If we didn’t already know it from the suicides of teenagers bullied in school and on Facebook, or from the mass killings in which victims of bullying become perpetrators of horrific violence, maybe the alleged bullying of Miami Dolphins lineman Jonathan Martin by suspended fellow Dolphins player Richie Incognito will finally convince us.

Incognito, a supremely talented player, has struggled with anger and violence issues in the past.  

He was convicted of misdemeanor assault in 2004.  

He withdrew from the University of Nebraska after being suspended from the Cornhuskers for disciplinary problems.  

He was thrown off the team at the University of Oregon.  

Bullying is happening every day in America, injuring hundreds of thousands or even millions of children, adolescents, teenagers and adults.

He has spit at rival players.  

He has assaulted fellow players.  

He was voted the NFL’s dirtiest player in 2009.  

He has been fined over $90,000 for episodes of unsportsmanlike or violent behavior on the field.  

In 2012 he was accused by Houston Texans’ defensive end Antonio Smith of intentionally trying to break his ankle after play had ended.  

Now, he is accused of sending Jonathan Martin Twitter messages and texts that use racial slurs and threatening him with oral rape and death.

Martin, who stands 6 feet, 5 inches and weighs 312 pounds, has left the Miami Dolphins to get help with emotional issues.

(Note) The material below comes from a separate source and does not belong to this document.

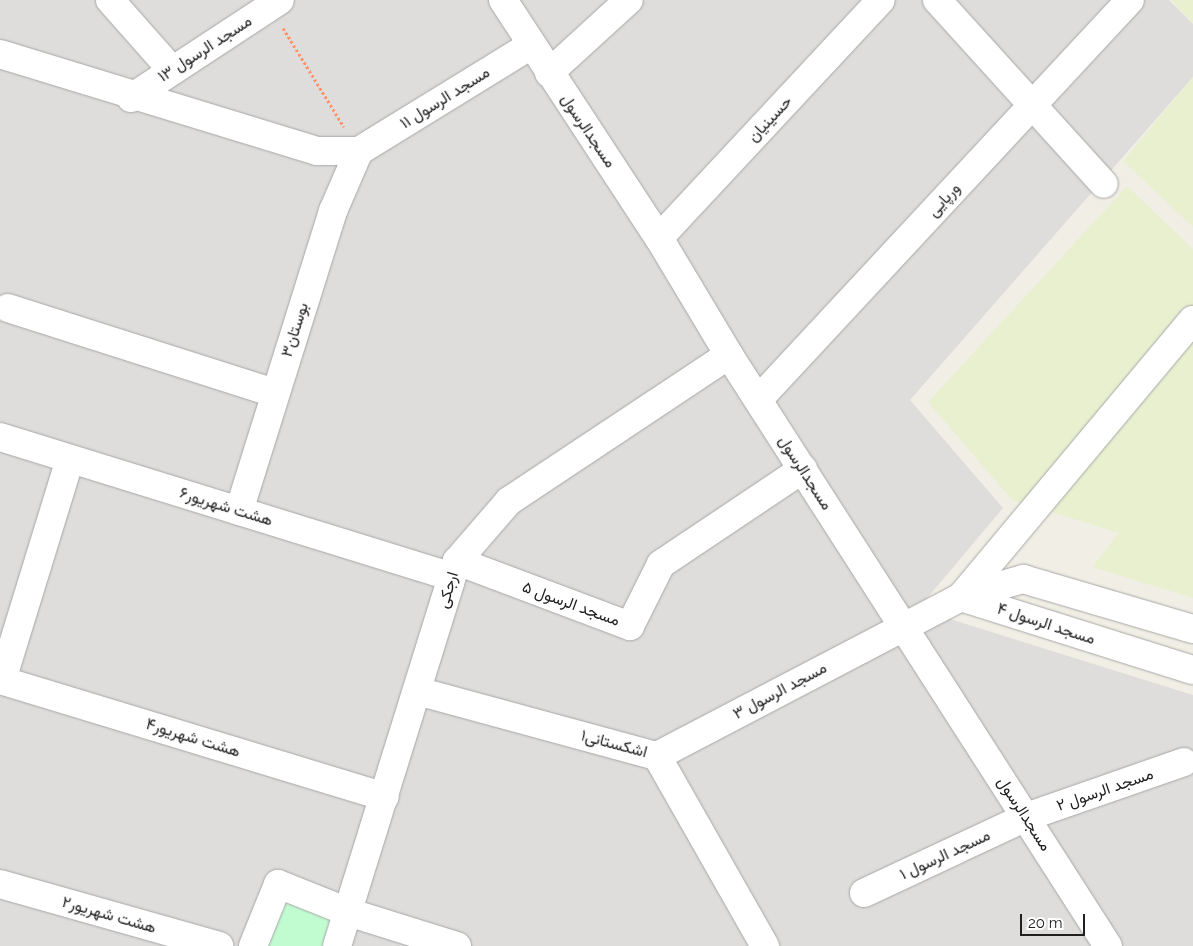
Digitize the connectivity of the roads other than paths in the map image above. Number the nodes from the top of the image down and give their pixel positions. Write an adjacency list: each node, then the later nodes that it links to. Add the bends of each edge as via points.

If bullying can make a man as big and tough as Jonathan Martin leave his job on the gridiron and head for counseling, then imagine what it can do to a fourth grader on a playground or a sixth grader who loves math or a high school kid who is questioning his sexual identity.  

The truth is that it can lead to suicide, PTSD, recurrent major depression and a lifetime of impaired interpersonal relationships.  

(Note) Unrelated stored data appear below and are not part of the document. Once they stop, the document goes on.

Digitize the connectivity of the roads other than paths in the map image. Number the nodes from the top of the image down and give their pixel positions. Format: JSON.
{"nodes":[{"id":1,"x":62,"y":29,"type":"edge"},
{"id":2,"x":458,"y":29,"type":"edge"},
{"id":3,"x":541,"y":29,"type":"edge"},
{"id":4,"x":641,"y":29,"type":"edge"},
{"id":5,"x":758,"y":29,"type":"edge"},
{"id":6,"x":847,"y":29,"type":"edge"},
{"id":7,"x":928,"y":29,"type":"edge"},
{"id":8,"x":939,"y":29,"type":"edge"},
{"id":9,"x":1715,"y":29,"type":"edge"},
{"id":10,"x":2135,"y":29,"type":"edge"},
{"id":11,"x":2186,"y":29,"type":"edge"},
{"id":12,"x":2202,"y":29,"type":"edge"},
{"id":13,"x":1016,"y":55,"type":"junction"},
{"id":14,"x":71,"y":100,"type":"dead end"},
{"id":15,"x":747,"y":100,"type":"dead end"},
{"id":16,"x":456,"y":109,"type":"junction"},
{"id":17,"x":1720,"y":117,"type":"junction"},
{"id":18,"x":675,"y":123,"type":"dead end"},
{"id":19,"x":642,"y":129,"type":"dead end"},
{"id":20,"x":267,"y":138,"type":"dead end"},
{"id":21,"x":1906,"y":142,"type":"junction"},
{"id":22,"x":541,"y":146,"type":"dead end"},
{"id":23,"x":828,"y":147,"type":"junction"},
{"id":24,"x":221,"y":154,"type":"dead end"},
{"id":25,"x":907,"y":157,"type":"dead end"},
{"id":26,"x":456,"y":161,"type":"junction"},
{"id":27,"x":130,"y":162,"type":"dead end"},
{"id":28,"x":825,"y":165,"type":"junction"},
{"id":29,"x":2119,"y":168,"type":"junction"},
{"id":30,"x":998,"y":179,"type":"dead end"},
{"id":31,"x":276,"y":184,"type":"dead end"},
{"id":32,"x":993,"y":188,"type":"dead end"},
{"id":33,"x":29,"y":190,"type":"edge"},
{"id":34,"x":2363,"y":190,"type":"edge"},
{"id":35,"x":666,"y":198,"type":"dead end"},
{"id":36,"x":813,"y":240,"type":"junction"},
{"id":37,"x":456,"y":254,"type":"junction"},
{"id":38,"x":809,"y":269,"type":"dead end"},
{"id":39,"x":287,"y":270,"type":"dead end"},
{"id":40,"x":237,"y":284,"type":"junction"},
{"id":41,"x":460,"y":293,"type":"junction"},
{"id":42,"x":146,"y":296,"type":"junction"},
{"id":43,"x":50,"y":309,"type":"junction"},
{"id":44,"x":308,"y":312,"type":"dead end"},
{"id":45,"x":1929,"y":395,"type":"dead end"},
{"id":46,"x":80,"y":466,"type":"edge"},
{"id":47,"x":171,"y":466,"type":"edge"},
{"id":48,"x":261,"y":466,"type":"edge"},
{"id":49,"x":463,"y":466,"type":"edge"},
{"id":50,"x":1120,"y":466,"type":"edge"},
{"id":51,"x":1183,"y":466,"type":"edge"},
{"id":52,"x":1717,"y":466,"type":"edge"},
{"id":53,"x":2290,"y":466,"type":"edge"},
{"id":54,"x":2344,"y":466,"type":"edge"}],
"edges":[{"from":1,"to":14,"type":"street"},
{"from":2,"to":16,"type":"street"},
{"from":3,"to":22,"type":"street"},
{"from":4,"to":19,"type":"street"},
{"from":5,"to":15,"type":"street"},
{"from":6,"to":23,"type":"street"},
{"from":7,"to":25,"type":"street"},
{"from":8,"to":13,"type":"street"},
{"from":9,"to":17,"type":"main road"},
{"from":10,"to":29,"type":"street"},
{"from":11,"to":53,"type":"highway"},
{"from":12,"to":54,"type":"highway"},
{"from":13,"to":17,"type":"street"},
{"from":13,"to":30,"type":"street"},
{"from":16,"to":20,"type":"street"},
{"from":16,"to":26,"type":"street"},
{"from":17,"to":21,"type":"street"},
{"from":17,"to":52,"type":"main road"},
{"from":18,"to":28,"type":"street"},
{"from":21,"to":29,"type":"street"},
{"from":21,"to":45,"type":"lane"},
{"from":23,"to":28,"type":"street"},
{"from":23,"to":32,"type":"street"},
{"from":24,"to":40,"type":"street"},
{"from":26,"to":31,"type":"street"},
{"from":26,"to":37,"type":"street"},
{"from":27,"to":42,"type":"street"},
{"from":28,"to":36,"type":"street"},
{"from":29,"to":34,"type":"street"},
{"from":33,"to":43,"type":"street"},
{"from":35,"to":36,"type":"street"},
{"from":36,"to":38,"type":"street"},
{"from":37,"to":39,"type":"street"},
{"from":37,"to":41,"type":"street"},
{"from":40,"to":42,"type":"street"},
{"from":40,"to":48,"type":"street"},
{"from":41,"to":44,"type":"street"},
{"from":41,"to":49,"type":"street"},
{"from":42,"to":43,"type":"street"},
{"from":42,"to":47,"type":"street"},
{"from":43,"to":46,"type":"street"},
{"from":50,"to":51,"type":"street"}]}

It can also lead to mass killings.

And if bullying can be either hidden from, or tolerated by, an organization as intent on excellence as the Miami Dolphins, then imagine how pervasive it can be in schools and on Facebook.

The truth is that bullying is happening every day in America, injuring hundreds of thousands or even millions of children, adolescents, teenagers and adults.

I have written before that we need to abandon the term “bullying,” in favor of “psychological assault,” and bring the law up to speed in imposing proper penalties for the behavior.  

Another option would be to more vigorously apply criminal harassment and stalking laws to what has been dismissed as “bullying.”

I also would skip right past expecting most school systems and other environments to do the right thing and end bullying without massive pressure from outside—because almost none do, at present.  

So, if your child is being victimized, I would go to the police and get a lawyer, without waiting for the local superintendent of schools to do the right thing.  Because he or she probably can’t or won’t.

Richie Incognito was himself reportedly relentlessly bullied back in sixth grade for being overweight.  

I have no doubt, whatsoever, that those experiences have played a role in his repeated problems with being a bully as an adult.  

That’s how psychological assault works -- victims stop feeling for themselves because it is just too painful, then they stop feeling anything for others.

Now, Jonathan Martin needs help. Richie Incognito needed it when he was 11. And he still does.
If we can’t or won’t protect our kids, what do we expect is going to happen?